By Lee Burton
Scientific theories can be approached with skepticism, in fact there isn’t anyone more sceptic than a scientist. The scientific process involves testing against a prediction, practically and mathematically, and siding with whatever the results that arise, even if they’re against individual interest.
When it comes to the causes of climate change the theory here is that mankind is contributing to global rise in temperature through fossil fuel and agricultural industries releasing carbon dioxide and methane gasses. This is a theory that is pretty water tight through the evidence of our existence; without the greenhouse gasses emitted naturally by plants, animals and evaporation then all of the infrared rays radiated from the sun would escape into space making it too cold for life to exist.
On a much smaller scale scientific experiments can replicate the greenhouse gas effect. A common test followed in schools involves two plastic bottles filled with soil, a thermometer in each bottle both next to a light source that is at the same wattage. Filling just one of the bottles with carbon dioxide and then heating both the bottles for 20 minutes at the same distance you’ll find that the bottle with carbon dioxide will be at a slightly higher temperature. We’re currently recreating this experiment on a global scale.
It is not just coincidence that with the industrial revolution in the mid 1800’s that carbon dioxide has risen substantially, and although it is true that carbon dioxide is released naturally through volcanoes and the clashing of tectonic plates, these changes happen over millions of years and not decades.
With the above in mind it is quite hard to contemplate why the term ‘climate change denier’ even exists.
It has been mentioned, often by those in positions of power, that we should be sceptic about the predictions of climate change. The most concerning prediction is that the average global temperature will be 1.5 degrees centigrade by the year 2030, that’s just over 10 years from the time of writing this. If you were skeptical of this the best that can be said is that this is too soon, that could be true, but the most important question to ask with the existing evidence is is it worth the risk? Quite simply no, and the IPCC have been clear; we must drop our carbon emissions by 35% within that 10-year time span.
Even the most irrational among us should support climate change laws and live a life that consists of consuming less red meat and dairy, purchasing of less plastics and cutting down our drive time commutes. The worrying point to make though is that this alone won’t be enough.

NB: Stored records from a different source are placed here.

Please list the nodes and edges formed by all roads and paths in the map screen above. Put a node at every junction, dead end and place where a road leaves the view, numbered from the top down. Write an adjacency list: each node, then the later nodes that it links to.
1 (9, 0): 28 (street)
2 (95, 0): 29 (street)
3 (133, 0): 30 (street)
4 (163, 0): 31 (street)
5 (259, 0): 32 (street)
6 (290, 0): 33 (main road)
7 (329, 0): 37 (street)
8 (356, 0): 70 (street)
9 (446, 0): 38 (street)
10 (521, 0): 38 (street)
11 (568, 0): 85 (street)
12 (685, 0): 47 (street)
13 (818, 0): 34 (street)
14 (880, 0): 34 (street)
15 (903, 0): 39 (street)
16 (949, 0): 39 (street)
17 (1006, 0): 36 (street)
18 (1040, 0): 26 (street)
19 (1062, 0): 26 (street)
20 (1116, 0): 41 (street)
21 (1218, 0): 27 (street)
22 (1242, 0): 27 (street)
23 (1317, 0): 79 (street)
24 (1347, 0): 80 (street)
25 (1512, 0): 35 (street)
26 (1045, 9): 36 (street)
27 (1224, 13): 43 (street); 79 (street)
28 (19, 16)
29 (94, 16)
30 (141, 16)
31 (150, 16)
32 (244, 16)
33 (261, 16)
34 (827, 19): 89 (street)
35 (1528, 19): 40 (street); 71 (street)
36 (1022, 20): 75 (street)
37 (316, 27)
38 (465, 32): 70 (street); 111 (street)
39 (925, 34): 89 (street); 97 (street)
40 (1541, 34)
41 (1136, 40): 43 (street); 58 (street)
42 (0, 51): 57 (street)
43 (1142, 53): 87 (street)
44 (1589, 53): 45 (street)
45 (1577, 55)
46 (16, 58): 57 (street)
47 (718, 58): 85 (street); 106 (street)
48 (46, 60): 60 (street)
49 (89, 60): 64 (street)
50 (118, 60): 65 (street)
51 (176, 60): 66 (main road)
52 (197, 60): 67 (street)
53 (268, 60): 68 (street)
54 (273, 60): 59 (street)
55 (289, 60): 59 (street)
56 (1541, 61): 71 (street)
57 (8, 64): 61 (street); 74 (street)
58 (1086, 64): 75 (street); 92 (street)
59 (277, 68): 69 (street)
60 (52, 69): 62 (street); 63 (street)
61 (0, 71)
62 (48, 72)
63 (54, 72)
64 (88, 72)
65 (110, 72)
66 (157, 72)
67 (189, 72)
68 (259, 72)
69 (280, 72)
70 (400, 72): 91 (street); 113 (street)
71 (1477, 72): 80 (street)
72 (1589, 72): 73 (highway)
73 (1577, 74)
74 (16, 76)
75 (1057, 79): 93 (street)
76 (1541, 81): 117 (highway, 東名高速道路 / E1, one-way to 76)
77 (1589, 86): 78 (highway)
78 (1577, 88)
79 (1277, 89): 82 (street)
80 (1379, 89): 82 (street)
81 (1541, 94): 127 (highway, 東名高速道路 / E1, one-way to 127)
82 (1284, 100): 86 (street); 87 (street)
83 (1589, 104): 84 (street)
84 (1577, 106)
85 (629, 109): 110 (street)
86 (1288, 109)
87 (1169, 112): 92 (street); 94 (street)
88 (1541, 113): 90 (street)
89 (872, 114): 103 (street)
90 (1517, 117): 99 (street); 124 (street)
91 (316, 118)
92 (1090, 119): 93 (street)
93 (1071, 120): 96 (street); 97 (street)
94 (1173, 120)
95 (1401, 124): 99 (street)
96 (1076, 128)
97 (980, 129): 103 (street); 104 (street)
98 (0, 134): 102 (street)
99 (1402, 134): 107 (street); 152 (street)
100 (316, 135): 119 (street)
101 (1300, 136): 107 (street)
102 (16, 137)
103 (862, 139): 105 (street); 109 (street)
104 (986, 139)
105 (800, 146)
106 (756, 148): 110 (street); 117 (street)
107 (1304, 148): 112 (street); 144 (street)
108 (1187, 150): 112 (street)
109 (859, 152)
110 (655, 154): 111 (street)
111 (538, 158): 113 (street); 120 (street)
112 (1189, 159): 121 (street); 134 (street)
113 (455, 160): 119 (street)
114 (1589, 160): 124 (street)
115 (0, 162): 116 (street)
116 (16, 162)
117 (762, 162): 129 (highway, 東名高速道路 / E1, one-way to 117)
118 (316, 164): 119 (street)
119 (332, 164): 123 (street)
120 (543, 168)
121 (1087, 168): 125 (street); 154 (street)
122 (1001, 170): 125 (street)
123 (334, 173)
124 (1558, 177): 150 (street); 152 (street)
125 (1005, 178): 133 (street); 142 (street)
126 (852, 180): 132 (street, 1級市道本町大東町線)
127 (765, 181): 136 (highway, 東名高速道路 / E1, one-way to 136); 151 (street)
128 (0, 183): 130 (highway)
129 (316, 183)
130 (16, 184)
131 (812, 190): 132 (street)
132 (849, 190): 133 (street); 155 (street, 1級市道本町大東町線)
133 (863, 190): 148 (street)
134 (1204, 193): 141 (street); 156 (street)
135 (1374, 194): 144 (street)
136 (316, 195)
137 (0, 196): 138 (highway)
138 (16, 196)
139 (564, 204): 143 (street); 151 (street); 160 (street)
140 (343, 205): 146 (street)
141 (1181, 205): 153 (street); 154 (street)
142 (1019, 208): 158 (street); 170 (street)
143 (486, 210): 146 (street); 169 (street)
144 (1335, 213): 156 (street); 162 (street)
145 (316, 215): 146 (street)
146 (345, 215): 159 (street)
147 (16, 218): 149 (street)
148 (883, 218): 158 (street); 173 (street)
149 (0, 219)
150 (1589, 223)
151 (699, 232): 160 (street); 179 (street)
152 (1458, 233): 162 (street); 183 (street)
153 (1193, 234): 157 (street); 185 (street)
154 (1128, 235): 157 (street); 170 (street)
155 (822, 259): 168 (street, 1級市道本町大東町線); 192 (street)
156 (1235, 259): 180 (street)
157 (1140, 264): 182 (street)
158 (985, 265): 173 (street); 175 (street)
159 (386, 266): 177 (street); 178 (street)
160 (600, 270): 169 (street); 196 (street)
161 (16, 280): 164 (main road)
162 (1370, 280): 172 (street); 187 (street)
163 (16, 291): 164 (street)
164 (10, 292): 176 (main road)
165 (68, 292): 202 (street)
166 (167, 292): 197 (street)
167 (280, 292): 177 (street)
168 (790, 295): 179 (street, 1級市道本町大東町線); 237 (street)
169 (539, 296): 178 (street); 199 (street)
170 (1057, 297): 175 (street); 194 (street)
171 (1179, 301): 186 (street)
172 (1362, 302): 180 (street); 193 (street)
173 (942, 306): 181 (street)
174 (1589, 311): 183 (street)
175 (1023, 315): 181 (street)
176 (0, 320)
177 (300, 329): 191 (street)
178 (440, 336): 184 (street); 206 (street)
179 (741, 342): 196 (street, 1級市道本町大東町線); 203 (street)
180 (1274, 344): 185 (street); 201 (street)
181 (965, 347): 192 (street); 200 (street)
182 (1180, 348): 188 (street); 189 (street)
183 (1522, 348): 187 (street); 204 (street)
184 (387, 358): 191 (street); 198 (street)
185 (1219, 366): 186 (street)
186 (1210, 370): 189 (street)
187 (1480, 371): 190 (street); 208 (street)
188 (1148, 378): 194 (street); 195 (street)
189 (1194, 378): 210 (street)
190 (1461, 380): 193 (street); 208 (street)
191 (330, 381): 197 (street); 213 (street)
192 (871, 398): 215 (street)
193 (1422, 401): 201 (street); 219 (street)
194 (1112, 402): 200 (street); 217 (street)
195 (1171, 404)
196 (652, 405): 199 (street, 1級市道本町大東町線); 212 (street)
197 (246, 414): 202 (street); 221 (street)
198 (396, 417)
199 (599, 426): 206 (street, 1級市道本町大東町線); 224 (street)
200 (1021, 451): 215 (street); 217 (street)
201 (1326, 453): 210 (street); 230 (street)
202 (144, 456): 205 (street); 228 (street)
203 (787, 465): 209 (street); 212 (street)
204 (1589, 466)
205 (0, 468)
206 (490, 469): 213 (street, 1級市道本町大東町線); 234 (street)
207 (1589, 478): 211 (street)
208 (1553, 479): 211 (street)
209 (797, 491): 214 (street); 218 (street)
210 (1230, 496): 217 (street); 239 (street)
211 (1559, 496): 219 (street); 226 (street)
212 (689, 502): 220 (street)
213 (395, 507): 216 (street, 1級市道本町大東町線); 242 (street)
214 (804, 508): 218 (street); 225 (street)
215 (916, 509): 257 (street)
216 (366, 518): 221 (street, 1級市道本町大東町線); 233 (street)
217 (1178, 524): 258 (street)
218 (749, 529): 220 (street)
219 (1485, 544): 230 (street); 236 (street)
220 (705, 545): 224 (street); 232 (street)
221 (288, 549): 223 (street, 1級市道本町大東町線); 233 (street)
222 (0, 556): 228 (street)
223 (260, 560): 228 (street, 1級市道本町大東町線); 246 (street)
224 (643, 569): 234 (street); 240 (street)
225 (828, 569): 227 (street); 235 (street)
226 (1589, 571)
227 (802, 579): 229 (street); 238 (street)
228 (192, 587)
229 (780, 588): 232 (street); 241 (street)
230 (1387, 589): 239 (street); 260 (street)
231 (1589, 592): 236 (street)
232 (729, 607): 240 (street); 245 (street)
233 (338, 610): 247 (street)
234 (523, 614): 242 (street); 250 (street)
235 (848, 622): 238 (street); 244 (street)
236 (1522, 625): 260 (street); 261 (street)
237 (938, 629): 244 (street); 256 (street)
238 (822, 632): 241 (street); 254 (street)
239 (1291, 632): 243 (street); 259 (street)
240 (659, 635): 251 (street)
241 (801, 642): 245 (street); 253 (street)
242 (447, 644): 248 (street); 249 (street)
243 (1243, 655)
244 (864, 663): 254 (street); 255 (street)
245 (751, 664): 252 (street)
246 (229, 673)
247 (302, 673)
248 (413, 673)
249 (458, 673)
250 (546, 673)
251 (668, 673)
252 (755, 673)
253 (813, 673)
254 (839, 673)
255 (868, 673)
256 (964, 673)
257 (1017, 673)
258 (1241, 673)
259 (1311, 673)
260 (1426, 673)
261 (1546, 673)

Two out of three of the above is much easier said than done. Not eating red meat and dairy should be relatively simple, for the sake of our diet we shouldn’t be eating too much of it anyway; according to the WHO (World Health Organisation) 50g a day of red meat can increase your risk of cancer. The amount of plastics you purchase and your drivetime commutes are mostly determined by your location, e.g. if you live rurally, lack public transport options, have financial difficulties and/or only have a supermarket as a shopping source. Some of these restrictions sound like feeble excuses, but unfortunately private businesses and governments are not providing enough free plastic alternatives and are cutting back on council funds. The predominant problem lies within the economy as it shouldn’t be this hard to fulfill what should be seen as the basics.
Over 40% of our electricity generation is still reliant on fossil fuels and over 40% of all plastic waste is packaging, the banks measure our progress on GDP with all this at our source. In essence, you can buy an electric car but the car is still provided by a power station run on fossil fuels, it’s the source that needs to be replaced.
So, what can we do? As the great David Attenborough has recently said ‘there is still hope’, we’re not yet at 1.5 degrees centigrade. On top of our lifestyle changes we need to be communally active. Get involved in local environmental charities who are everywhere providing plastic-free shops, planting trees, building eco bricks and protesting peacefully against a government muddling through Brexit and living in the short term. Continued pressure from these groups coinciding with changing our commercial habits (as much as we can) will force supermarkets to use recyclable materials and pressure governments to invest money into renewable energy sources. Because if we can’t change our political system, we can at the very least play it at its own game by making environmentalism popular and commercial.
All of this might sound ambitious and/or idealist, but it’s the spark for a much bigger challenge. If you live in the UK you have a privileged opportunity to make a change, most of the world needs to make similar economic upheavals but are not necessarily in the same position to do so. For example, it’s ill advised to protest in the People’s Republic of China, a communist country and the biggest plastic exporter in the world. You wouldn’t protest at all in Saudi Arabia as it is illegal, and they’re one of the biggest oil producers in the world.
It’s also worth noting that putting the United Kingdom in context with the rest of the planet its pollution looks rather tame, so climate change must be looked at as a world-wide problem.
Climate change is not an insurmountable issue yet, it’s a matter of opportunity and influence. The UK might seem small in terms of contributing to pollution, but it also has the commonwealth, Royal Family and trading relationships that have a huge effect on the countries around it. It wouldn’t be so unrealistic that in a country where the industrial revolution began for it to be a leading example with an economic revolution. Community organisations and charities leveraging the advantages of free speech and democracy can sway politicians with green energy investment and maybe even remove the narrow monetary measurements of growth, but it’s imperative that it starts now before it’s too late.